University as Vocational/Technical School: Is This Really Where We Want to Go?

I found much to agree with and about which to become angry in this article in the Washington Post by Georgetown University President Anthony Carnevale. Carnevale is quite right that many higher education students (and their parents) view a university education as an "investment" with an expected economic return in terms of future employability and earnings power. He says that most people go to college, "to get a degree that will help them get a job."Carnevale's statement is probably true on its surface--that is why most people enroll in higher education--but I think the statement sells short the much-maligned liberal arts major, to name one example among many. Somehow, university attendance has evolved into today's "voc-tech" program, analogous in my youth to the schools people attended to learn a "trade" such as plumbing or automobile mechanics, majors that led to immediate employment. This is a shame!
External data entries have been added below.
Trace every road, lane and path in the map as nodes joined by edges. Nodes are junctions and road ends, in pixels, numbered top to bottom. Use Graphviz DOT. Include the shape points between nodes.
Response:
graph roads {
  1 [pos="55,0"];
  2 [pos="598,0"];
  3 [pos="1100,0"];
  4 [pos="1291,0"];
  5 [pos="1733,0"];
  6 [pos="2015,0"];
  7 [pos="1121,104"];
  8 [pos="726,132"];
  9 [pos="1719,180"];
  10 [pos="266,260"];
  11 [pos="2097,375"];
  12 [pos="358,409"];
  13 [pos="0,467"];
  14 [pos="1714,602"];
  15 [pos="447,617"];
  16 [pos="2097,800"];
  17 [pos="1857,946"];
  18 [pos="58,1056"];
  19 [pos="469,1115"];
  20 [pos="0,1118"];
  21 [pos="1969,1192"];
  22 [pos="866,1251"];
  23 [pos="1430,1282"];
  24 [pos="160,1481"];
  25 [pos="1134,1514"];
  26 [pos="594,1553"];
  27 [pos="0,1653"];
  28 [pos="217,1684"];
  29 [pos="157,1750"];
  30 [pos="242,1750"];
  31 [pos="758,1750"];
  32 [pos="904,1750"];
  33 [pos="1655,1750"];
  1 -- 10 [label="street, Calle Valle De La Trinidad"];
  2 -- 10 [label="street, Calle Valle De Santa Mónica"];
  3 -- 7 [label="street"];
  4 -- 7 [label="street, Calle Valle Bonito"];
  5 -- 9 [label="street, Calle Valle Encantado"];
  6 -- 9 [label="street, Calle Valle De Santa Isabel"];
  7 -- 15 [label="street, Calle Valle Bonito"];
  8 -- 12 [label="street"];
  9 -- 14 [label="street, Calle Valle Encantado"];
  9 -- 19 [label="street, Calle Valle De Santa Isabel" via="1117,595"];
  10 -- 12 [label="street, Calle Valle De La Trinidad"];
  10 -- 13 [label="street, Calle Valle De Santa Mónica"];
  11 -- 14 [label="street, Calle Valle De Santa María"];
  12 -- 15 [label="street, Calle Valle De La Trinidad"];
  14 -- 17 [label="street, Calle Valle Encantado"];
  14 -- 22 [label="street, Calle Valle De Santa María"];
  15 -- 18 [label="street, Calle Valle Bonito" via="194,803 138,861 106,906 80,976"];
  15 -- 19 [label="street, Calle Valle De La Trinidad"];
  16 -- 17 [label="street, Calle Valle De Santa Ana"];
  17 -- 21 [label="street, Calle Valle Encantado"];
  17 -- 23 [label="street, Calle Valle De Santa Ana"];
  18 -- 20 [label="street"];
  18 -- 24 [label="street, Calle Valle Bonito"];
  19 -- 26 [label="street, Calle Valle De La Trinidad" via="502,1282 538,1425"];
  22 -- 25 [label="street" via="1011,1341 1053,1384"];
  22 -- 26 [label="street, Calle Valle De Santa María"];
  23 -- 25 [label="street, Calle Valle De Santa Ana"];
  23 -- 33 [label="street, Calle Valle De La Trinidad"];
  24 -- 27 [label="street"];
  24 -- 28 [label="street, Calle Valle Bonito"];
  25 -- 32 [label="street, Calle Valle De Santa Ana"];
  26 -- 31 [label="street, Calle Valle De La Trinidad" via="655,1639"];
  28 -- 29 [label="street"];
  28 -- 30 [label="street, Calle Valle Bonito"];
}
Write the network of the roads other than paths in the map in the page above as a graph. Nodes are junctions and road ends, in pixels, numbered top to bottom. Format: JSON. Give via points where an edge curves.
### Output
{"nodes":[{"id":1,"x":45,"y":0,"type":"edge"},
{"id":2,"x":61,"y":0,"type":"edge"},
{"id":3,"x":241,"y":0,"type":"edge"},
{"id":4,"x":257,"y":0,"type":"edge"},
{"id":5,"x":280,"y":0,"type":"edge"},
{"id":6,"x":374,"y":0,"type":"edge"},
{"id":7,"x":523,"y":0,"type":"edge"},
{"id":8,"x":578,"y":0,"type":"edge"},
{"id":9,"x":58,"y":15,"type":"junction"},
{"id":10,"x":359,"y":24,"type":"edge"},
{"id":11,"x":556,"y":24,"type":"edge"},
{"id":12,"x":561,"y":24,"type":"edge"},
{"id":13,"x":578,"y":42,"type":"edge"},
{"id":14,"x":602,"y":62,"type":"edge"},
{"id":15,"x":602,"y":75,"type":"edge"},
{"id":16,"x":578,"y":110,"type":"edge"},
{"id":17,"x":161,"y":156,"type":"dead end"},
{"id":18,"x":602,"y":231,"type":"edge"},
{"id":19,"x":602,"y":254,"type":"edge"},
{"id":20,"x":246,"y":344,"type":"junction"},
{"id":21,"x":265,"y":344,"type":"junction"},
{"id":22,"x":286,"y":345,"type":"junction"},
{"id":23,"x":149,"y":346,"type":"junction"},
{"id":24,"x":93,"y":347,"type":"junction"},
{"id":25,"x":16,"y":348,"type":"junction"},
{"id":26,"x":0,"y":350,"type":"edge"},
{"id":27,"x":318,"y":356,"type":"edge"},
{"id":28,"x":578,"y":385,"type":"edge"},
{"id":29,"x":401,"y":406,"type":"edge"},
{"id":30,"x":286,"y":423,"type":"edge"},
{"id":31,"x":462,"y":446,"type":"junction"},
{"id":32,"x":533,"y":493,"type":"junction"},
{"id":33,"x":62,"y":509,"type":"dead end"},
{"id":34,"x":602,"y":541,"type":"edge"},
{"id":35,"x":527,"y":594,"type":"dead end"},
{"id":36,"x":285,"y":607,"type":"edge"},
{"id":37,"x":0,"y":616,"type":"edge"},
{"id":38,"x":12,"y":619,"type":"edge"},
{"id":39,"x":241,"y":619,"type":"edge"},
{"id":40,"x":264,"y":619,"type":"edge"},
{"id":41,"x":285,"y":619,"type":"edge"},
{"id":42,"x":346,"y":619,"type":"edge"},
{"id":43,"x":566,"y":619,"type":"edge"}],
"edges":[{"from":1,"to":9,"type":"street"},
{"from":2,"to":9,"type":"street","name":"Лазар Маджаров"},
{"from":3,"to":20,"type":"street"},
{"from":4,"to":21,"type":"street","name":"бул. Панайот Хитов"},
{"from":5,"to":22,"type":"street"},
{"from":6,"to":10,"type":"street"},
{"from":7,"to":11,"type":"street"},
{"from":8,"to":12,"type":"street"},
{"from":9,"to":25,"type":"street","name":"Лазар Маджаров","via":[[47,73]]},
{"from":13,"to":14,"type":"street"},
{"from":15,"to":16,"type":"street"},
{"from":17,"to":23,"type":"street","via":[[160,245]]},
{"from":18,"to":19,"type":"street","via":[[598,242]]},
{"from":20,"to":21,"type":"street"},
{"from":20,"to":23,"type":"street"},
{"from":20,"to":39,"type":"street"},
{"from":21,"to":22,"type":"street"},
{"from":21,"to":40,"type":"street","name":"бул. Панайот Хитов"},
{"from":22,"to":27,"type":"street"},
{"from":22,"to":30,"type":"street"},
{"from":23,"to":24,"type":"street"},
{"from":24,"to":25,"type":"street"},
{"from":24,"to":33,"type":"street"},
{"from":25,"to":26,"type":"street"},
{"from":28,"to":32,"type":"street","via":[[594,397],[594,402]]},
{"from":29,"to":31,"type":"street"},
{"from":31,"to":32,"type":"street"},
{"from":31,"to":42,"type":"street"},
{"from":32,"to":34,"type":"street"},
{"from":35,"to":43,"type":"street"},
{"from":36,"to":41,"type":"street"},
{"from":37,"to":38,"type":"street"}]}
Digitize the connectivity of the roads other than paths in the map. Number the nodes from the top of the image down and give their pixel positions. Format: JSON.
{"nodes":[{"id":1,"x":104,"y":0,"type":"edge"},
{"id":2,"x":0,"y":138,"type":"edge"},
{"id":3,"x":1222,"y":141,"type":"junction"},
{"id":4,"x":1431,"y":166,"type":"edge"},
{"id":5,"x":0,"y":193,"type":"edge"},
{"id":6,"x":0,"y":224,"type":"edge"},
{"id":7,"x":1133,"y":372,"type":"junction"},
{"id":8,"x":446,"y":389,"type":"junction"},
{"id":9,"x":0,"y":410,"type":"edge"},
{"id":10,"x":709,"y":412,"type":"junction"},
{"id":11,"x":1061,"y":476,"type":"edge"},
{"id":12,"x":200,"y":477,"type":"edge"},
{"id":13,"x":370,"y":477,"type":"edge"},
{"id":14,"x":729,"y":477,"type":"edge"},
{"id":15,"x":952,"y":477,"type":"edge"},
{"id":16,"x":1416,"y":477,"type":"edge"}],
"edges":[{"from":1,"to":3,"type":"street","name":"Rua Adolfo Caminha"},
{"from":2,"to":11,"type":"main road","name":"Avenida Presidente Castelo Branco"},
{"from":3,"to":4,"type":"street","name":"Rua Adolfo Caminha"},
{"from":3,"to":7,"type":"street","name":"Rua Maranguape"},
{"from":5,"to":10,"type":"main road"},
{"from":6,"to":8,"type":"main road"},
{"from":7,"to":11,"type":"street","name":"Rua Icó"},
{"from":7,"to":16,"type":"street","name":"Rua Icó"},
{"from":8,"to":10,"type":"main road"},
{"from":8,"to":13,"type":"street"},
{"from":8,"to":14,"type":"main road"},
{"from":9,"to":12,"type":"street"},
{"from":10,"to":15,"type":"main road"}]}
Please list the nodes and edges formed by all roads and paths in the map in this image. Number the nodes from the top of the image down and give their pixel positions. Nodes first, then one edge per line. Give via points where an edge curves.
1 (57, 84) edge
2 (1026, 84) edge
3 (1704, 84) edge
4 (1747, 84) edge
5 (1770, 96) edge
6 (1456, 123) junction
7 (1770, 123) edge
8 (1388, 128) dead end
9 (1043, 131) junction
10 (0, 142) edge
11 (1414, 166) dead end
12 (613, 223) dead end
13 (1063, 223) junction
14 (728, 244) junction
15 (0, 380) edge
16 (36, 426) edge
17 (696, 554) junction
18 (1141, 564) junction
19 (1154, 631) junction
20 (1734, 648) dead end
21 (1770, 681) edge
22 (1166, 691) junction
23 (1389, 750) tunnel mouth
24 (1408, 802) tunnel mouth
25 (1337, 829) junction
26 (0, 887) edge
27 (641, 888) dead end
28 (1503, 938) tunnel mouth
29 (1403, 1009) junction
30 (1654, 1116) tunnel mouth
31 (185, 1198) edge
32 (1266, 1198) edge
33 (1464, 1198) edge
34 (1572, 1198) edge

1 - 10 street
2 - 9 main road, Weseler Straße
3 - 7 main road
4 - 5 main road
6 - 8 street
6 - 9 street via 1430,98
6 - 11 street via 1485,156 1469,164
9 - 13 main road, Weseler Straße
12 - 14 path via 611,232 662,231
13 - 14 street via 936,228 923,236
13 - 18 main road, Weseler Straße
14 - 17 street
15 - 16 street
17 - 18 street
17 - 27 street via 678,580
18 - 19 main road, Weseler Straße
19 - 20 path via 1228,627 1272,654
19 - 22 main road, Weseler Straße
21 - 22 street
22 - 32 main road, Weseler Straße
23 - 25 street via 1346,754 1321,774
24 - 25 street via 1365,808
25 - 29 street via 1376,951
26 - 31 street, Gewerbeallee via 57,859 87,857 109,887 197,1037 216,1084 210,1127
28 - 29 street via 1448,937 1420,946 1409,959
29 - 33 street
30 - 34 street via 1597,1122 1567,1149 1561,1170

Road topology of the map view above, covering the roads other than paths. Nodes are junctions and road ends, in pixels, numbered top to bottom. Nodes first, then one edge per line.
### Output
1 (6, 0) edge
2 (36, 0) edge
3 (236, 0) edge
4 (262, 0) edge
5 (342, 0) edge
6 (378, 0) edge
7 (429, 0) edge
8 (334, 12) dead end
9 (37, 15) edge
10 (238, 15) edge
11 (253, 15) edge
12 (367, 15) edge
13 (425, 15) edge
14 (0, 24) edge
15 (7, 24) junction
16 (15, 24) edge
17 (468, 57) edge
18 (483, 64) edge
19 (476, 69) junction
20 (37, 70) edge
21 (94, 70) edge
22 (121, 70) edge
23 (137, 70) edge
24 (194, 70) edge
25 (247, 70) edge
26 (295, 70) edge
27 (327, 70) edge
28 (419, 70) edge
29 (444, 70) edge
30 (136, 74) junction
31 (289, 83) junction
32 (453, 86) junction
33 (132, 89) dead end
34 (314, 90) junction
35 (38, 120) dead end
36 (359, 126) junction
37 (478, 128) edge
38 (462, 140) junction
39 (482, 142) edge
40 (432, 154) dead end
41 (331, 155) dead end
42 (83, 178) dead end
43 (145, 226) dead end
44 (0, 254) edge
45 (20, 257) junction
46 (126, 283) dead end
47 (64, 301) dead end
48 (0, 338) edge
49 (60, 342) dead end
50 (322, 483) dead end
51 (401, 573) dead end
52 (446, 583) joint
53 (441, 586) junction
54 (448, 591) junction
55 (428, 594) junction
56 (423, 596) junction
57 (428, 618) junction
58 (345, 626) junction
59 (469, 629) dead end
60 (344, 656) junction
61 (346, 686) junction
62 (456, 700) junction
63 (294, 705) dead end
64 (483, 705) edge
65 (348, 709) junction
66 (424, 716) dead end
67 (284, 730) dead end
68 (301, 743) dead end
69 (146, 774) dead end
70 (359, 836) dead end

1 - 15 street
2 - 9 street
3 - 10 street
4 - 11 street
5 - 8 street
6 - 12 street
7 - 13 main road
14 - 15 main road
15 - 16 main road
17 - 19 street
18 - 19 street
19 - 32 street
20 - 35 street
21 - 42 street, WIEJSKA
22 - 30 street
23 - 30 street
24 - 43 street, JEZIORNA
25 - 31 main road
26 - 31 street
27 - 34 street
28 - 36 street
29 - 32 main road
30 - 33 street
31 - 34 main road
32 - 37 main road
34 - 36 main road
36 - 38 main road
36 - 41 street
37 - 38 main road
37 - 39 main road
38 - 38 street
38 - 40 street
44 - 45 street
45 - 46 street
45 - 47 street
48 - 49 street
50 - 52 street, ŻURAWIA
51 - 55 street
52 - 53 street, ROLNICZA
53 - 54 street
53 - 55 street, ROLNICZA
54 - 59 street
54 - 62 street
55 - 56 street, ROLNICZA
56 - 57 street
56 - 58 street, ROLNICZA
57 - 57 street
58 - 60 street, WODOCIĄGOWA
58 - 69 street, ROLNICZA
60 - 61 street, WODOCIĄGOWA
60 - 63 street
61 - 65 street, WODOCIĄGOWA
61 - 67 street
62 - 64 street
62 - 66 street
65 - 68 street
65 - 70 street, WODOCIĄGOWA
If every university re-tools as a 2020's voc-tech analog, our world will be less cognitively rich and too many students' lives intellectually impoverished as a result.My fear is that a relentless pursuit of employability as the desirable outcome of university education will not serve everyone equally well. Ratings of majors of the sort Carnevale proposes will serve some students quite well--those for whom such economic-based guidance is most useful--but will artificially steer others away from would be satisfying majors and successful lives, including employability. Past the first job, more is determined by what one can do than one's major.